Kneel on the floor and place your forearms on the ball, making sure your hips and arms form a 90-degree angle. From this starting position, roll the ball forward as you simultaneously extend your arms and legs. Contract your abdominals to help support your lower back, which should not be strained. Roll as far forward as possible without compressing the spine, drooping the shoulders or rounding the torso.

Stability balls can be found in just about any store that sells fitness equipment. It is important to buy the right size ball and maintain the proper air pressure. The firmer the ball, the more difficult the exercise will be. The softer the ball, the easier the exercise will be. If you are just beginning, overweight or an active older adult, you might want to consider using a larger, softer ball. When sitting on the ball your knees and hips should align at a 90-degree angle.

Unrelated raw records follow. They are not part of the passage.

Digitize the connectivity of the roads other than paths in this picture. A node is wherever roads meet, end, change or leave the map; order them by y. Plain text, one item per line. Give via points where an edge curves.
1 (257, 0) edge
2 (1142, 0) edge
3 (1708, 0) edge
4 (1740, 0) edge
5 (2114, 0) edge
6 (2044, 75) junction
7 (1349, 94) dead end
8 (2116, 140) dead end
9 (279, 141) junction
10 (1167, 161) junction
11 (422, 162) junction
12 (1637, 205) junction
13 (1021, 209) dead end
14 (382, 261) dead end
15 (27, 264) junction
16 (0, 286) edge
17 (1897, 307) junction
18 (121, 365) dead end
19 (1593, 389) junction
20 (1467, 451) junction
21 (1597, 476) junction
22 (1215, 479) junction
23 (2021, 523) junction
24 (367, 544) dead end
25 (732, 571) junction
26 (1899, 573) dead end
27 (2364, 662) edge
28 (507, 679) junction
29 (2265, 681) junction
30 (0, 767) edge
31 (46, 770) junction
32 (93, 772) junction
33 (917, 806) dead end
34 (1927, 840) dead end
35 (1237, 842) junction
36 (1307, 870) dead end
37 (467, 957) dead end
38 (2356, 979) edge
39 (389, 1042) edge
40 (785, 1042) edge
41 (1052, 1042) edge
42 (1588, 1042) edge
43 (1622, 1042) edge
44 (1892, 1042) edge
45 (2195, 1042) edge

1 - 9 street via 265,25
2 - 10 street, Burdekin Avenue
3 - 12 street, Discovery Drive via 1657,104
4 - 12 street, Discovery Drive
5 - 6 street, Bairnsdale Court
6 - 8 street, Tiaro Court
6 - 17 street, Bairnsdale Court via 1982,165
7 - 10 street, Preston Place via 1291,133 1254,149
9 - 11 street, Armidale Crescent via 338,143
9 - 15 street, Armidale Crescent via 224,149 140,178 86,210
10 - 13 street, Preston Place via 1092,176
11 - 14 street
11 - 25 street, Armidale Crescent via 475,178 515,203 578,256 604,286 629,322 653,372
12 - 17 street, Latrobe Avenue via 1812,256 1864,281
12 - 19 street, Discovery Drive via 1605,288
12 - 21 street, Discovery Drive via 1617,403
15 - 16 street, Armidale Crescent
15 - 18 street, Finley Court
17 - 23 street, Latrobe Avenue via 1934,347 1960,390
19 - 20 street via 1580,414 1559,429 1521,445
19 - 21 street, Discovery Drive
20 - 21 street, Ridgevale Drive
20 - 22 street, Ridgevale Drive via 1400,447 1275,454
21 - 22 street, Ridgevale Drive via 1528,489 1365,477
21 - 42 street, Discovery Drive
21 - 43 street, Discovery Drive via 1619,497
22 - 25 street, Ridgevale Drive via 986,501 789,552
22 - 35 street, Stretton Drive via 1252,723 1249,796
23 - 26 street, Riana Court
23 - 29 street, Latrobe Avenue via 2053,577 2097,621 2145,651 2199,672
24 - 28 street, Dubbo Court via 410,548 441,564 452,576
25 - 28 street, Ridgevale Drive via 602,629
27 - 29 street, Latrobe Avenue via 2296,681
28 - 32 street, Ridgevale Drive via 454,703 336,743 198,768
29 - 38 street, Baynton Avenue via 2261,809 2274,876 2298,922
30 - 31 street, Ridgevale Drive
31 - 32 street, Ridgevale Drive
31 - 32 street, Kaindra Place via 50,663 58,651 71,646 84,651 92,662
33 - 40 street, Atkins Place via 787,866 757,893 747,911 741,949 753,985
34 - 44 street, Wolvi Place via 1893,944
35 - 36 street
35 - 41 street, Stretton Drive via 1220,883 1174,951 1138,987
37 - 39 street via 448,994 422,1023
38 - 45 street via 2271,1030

You can use the following guidelines for buying the right size stability ball:

• Under 4’6″ (137 cm): 30 cm ball (12 inches)

• 4’6″–5’0″ (137–152 cm): 45 cm ball

(18 inches)

• 5’1″–5’7″ (155–170 cm): 55 cm ball

(22 inches)

• 5’8″–6’2″ (173–188 cm): 65 cm ball

(26 inches)

• Over 6’2″ (188 cm): 75 cm ball (30 inches)

Until next week, stay happy and healthy!


One Comment

  • Anonymous says:

    These pancakes sound great. I'm really enjoying cooking lately but its so hard to find tasty recipes that are also healthy. My bf is an athlete so I'm pretty careful about what we eat. I'll report back once I try this one out.